EXERCISE INSTRUCTIONS
What you give back must match the data exactly, minus the pictures.

RECORDS FOR THE EXERCISE
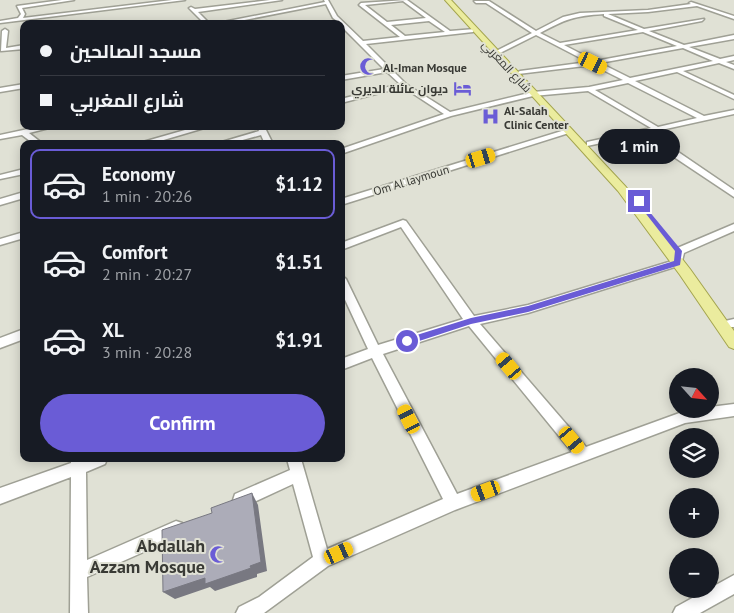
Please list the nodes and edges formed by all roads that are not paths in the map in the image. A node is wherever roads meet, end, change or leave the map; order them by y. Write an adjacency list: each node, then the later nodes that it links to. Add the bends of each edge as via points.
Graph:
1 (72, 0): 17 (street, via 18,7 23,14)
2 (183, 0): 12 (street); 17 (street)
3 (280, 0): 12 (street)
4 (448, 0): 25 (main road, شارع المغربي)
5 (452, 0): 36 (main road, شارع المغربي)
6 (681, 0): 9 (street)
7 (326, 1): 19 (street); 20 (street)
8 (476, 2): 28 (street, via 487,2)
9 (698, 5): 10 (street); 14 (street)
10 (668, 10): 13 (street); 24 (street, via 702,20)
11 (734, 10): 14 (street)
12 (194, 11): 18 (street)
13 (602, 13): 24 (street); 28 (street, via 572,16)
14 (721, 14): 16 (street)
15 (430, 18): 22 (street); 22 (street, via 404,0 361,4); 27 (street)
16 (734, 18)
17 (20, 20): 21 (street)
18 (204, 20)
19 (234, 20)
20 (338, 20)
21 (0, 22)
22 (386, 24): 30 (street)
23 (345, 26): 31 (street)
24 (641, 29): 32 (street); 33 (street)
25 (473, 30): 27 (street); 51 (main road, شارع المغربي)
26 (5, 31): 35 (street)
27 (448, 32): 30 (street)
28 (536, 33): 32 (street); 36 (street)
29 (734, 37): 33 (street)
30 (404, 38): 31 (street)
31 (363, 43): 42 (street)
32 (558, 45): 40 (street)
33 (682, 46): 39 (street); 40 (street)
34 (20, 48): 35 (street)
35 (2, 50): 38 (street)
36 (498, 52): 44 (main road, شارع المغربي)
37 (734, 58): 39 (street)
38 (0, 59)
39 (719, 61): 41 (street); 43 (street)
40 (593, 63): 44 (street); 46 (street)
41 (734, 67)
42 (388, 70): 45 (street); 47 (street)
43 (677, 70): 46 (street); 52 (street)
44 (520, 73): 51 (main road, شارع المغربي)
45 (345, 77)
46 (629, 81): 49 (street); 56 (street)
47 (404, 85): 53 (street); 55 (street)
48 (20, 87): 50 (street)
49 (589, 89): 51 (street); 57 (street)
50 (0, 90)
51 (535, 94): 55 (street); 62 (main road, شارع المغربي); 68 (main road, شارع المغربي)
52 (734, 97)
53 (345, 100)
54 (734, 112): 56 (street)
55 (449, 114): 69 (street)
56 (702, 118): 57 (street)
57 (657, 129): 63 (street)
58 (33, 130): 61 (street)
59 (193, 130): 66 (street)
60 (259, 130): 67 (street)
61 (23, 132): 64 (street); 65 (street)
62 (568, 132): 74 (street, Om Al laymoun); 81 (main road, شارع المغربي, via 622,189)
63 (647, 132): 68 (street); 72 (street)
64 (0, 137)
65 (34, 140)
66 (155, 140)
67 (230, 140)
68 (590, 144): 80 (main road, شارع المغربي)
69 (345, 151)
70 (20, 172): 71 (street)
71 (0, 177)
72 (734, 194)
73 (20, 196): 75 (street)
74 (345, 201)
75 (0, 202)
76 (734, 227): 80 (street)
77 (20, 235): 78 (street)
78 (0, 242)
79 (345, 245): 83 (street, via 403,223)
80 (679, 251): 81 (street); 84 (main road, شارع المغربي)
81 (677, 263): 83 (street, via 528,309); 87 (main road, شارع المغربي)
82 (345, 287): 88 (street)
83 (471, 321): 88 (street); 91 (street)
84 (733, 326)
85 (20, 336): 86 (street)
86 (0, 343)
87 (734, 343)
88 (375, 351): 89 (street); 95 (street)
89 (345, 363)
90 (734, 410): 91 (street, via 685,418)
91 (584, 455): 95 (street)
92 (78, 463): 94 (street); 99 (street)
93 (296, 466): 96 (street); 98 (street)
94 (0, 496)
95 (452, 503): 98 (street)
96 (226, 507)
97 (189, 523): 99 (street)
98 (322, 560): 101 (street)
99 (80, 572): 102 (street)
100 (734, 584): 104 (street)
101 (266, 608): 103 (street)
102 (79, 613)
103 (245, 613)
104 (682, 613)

EXERCISE SOLUTION
Please list the nodes and edges formed by all roads that are not paths in the map in the image. A node is wherever roads meet, end, change or leave the map; order them by y. Write an adjacency list: each node, then the later nodes that it links to. Add the bends of each edge as via points.
Graph:
1 (72, 0): 17 (street, via 18,7 23,14)
2 (183, 0): 12 (street); 17 (street)
3 (280, 0): 12 (street)
4 (448, 0): 25 (main road, شارع المغربي)
5 (452, 0): 36 (main road, شارع المغربي)
6 (681, 0): 9 (street)
7 (326, 1): 19 (street); 20 (street)
8 (476, 2): 28 (street, via 487,2)
9 (698, 5): 10 (street); 14 (street)
10 (668, 10): 13 (street); 24 (street, via 702,20)
11 (734, 10): 14 (street)
12 (194, 11): 18 (street)
13 (602, 13): 24 (street); 28 (street, via 572,16)
14 (721, 14): 16 (street)
15 (430, 18): 22 (street); 22 (street, via 404,0 361,4); 27 (street)
16 (734, 18)
17 (20, 20): 21 (street)
18 (204, 20)
19 (234, 20)
20 (338, 20)
21 (0, 22)
22 (386, 24): 30 (street)
23 (345, 26): 31 (street)
24 (641, 29): 32 (street); 33 (street)
25 (473, 30): 27 (street); 51 (main road, شارع المغربي)
26 (5, 31): 35 (street)
27 (448, 32): 30 (street)
28 (536, 33): 32 (street); 36 (street)
29 (734, 37): 33 (street)
30 (404, 38): 31 (street)
31 (363, 43): 42 (street)
32 (558, 45): 40 (street)
33 (682, 46): 39 (street); 40 (street)
34 (20, 48): 35 (street)
35 (2, 50): 38 (street)
36 (498, 52): 44 (main road, شارع المغربي)
37 (734, 58): 39 (street)
38 (0, 59)
39 (719, 61): 41 (street); 43 (street)
40 (593, 63): 44 (street); 46 (street)
41 (734, 67)
42 (388, 70): 45 (street); 47 (street)
43 (677, 70): 46 (street); 52 (street)
44 (520, 73): 51 (main road, شارع المغربي)
45 (345, 77)
46 (629, 81): 49 (street); 56 (street)
47 (404, 85): 53 (street); 55 (street)
48 (20, 87): 50 (street)
49 (589, 89): 51 (street); 57 (street)
50 (0, 90)
51 (535, 94): 55 (street); 62 (main road, شارع المغربي); 68 (main road, شارع المغربي)
52 (734, 97)
53 (345, 100)
54 (734, 112): 56 (street)
55 (449, 114): 69 (street)
56 (702, 118): 57 (street)
57 (657, 129): 63 (street)
58 (33, 130): 61 (street)
59 (193, 130): 66 (street)
60 (259, 130): 67 (street)
61 (23, 132): 64 (street); 65 (street)
62 (568, 132): 74 (street, Om Al laymoun); 81 (main road, شارع المغربي, via 622,189)
63 (647, 132): 68 (street); 72 (street)
64 (0, 137)
65 (34, 140)
66 (155, 140)
67 (230, 140)
68 (590, 144): 80 (main road, شارع المغربي)
69 (345, 151)
70 (20, 172): 71 (street)
71 (0, 177)
72 (734, 194)
73 (20, 196): 75 (street)
74 (345, 201)
75 (0, 202)
76 (734, 227): 80 (street)
77 (20, 235): 78 (street)
78 (0, 242)
79 (345, 245): 83 (street, via 403,223)
80 (679, 251): 81 (street); 84 (main road, شارع المغربي)
81 (677, 263): 83 (street, via 528,309); 87 (main road, شارع المغربي)
82 (345, 287): 88 (street)
83 (471, 321): 88 (street); 91 (street)
84 (733, 326)
85 (20, 336): 86 (street)
86 (0, 343)
87 (734, 343)
88 (375, 351): 89 (street); 95 (street)
89 (345, 363)
90 (734, 410): 91 (street, via 685,418)
91 (584, 455): 95 (street)
92 (78, 463): 94 (street); 99 (street)
93 (296, 466): 96 (street); 98 (street)
94 (0, 496)
95 (452, 503): 98 (street)
96 (226, 507)
97 (189, 523): 99 (street)
98 (322, 560): 101 (street)
99 (80, 572): 102 (street)
100 (734, 584): 104 (street)
101 (266, 608): 103 (street)
102 (79, 613)
103 (245, 613)
104 (682, 613)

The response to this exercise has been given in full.